OK, let’s get to some early details. I’ll start with a quick description of how we deploy into AWS, then in follow-up posts, I’ll dive into the details of these tiers of our deployment topology:

  • Web
  • DB
  • Worker
  • Storage
  • Search

Our Backup for Google Workspace product is conceptually pretty simple (but remember what I previously mentioned about simplicity and scale). We run a set of workers that connect to Google and pull down our users’ content, then store it in AWS. Our Web App has a view into this storage, so that users can browse their content and initiate restore or export jobs.

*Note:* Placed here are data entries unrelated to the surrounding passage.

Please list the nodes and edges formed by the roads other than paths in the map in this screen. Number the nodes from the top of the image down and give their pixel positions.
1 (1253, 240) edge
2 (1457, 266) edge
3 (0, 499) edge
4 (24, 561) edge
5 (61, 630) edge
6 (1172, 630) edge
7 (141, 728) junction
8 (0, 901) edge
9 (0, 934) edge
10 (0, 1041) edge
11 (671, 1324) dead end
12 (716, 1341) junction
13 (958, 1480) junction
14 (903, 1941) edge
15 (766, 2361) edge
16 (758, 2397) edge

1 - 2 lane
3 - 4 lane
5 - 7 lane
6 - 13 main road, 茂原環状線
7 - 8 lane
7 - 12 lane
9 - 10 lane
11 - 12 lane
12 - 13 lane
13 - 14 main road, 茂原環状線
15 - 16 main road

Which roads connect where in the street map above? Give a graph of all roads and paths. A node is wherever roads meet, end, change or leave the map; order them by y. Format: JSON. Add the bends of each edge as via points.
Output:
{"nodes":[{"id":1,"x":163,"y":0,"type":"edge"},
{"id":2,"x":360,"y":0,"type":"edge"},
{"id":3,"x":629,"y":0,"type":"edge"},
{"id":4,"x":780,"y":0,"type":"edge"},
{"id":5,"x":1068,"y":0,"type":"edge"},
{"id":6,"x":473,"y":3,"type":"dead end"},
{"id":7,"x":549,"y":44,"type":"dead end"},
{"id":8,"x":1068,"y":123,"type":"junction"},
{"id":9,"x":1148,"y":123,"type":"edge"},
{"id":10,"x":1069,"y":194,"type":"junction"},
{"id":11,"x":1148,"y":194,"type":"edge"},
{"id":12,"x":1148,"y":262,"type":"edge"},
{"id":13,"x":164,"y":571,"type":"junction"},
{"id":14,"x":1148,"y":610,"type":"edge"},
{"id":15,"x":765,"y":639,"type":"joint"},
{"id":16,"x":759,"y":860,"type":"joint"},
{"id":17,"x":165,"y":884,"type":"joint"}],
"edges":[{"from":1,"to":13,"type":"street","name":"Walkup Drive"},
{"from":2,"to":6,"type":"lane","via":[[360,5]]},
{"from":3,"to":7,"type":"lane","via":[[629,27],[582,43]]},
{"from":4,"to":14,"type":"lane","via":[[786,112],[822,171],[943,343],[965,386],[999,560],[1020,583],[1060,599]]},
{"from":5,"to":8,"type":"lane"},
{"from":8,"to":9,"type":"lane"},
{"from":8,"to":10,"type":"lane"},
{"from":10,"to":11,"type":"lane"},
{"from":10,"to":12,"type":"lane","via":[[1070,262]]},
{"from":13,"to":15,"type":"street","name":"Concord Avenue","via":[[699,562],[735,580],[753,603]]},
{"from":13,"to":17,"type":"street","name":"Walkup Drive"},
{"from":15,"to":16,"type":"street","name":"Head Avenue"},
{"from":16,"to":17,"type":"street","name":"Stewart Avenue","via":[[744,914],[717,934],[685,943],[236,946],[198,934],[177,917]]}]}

Hang on, because I’m about to play a serious game of AWS buzzword bingo: We deploy on EC2 instances running Ubuntu. These EC2 instances all have different roles for backup, restore, export, search, www, etc., and each role runs in its own AutoScale group that manages how many workers we have running based on a set of CloudWatch metrics. We use IAM to ensure that these worker boxes communicate securely with each other. We use SQS to feed work to all of our worker instances. All of our backups are written to S3, and we use RDS running MySQL (yep, MySQL) for our database tier.

Over the course of the next few blog posts I’ll dive deep into each of these layers and describe how we use them in more detail and some of the benefit/tradeoff decisions that we made to end up where we are. This is a work in progress so I’m sure that by the time I finish this series, some of what I’ve described in the early posts will have changed.  That is the beauty of AWS!